Rembrandt: a subtle master of etching - and making a face

Two central preoccupations of Rembrandt's art coincide in this arresting image: self-portraiture and etching.

For this 17th-century Dutch artist, self-portraiture was more than a close inspection of his features in a mirror. Early in his career, it involved something closer to making a face in a mirror. He depicted his own face to dramatize and explore the way facial expressions convey emotions.

By the time he etched "Self-Portrait Leaning on a Stone Sill," in 1639, his self-dramatization was taking a different form. It was more like self-presentation. He was by then achieving a reputation.

Indeed, Thomas Rassieur, a contributor to the catalog for the current exhibition "Rembrandt's Journey: Painter, Draftsman, Etcher" writes that the artist "celebrated his success" in this etched self-portrait.

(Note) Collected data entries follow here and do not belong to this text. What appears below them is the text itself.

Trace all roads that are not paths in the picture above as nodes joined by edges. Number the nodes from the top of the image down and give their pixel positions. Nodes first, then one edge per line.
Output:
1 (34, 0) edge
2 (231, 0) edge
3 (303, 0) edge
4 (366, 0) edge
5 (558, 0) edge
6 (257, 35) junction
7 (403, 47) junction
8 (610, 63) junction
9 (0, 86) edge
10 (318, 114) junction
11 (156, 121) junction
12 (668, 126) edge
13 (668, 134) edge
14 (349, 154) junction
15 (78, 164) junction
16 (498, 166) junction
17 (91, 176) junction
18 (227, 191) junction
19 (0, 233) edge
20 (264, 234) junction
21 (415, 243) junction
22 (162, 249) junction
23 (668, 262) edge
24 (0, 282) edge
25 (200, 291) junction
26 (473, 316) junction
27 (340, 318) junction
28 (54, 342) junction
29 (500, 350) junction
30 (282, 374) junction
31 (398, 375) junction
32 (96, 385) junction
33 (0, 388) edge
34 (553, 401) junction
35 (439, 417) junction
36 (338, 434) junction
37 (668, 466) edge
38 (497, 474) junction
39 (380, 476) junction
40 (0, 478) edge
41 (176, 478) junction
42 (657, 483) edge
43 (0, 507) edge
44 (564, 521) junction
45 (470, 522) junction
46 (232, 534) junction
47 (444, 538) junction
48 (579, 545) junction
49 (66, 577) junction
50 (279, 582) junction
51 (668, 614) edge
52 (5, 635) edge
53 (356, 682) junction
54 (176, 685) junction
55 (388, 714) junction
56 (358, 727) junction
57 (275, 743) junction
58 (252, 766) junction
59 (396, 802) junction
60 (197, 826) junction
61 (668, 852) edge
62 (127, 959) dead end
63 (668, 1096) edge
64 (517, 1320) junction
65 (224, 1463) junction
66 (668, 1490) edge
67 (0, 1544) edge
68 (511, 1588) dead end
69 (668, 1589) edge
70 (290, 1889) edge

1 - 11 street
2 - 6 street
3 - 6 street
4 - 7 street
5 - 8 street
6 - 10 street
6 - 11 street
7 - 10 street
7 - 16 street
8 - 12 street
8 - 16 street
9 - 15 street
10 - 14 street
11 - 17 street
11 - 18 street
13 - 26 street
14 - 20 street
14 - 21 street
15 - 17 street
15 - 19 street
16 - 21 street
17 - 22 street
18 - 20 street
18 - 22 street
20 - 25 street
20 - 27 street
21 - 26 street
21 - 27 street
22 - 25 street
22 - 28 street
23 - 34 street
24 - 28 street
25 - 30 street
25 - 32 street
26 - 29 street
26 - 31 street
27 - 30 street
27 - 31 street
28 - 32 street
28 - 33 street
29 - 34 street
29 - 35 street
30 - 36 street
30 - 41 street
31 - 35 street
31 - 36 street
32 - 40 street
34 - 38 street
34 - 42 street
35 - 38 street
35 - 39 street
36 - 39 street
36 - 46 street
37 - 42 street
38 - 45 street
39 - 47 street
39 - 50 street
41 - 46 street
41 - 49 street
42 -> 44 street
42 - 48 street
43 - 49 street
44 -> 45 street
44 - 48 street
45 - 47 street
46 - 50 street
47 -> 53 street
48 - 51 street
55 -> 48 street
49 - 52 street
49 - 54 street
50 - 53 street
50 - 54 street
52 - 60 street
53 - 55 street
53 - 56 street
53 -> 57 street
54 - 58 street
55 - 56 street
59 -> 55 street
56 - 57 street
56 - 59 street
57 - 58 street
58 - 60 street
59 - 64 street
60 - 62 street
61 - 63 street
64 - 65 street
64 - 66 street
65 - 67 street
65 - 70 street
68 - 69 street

The artist shows himself as astute, calmly direct, and self-aware. But he does more. He had recently made a drawing after a painting by an Italian High Renaissance artist - Raphael's portrait of Baldassare Castiglione. Rembrandt's admiration for Italian Renaissance art and life surfaces frequently in his work. And in this self-portrait he arrays himself as a Renaissance courtier, posing as a latter-day Castiglione. Dressing up was clearly part of Rembrandt's imaginative life. The etching also suggests his admiration for a portrait by Titian, in which the sitter rests one arm on a sill.

The fact that this presentational self-portrait is an etching - and one of Rembrandt's most scrupulously worked, finely finished etchings - shows how important this method of making printed images was to the artist. The current exhibition deliberately emphasizes this, too. To give a full idea of Rembrandt's achievement, his various techniques - oil painting, drawing, and etching - are here accorded equal status.

An essay in the catalog describes in great detail how original and experimental Rembrandt was as an etcher and printmaker. Later in his career he also used a technique called "drypoint" that gave his prints added boldness, texture, directness, and even a lack of finish. This self- portrait, however, is solely etching, and its incisive finesse shows Rembrandt as a supreme, immensely subtle master of this black-and-white medium.

'Rembrandt's Journey: Painter, Draftsman, Etcher' is on exhibit at The Art Institute of Chicago until May 9.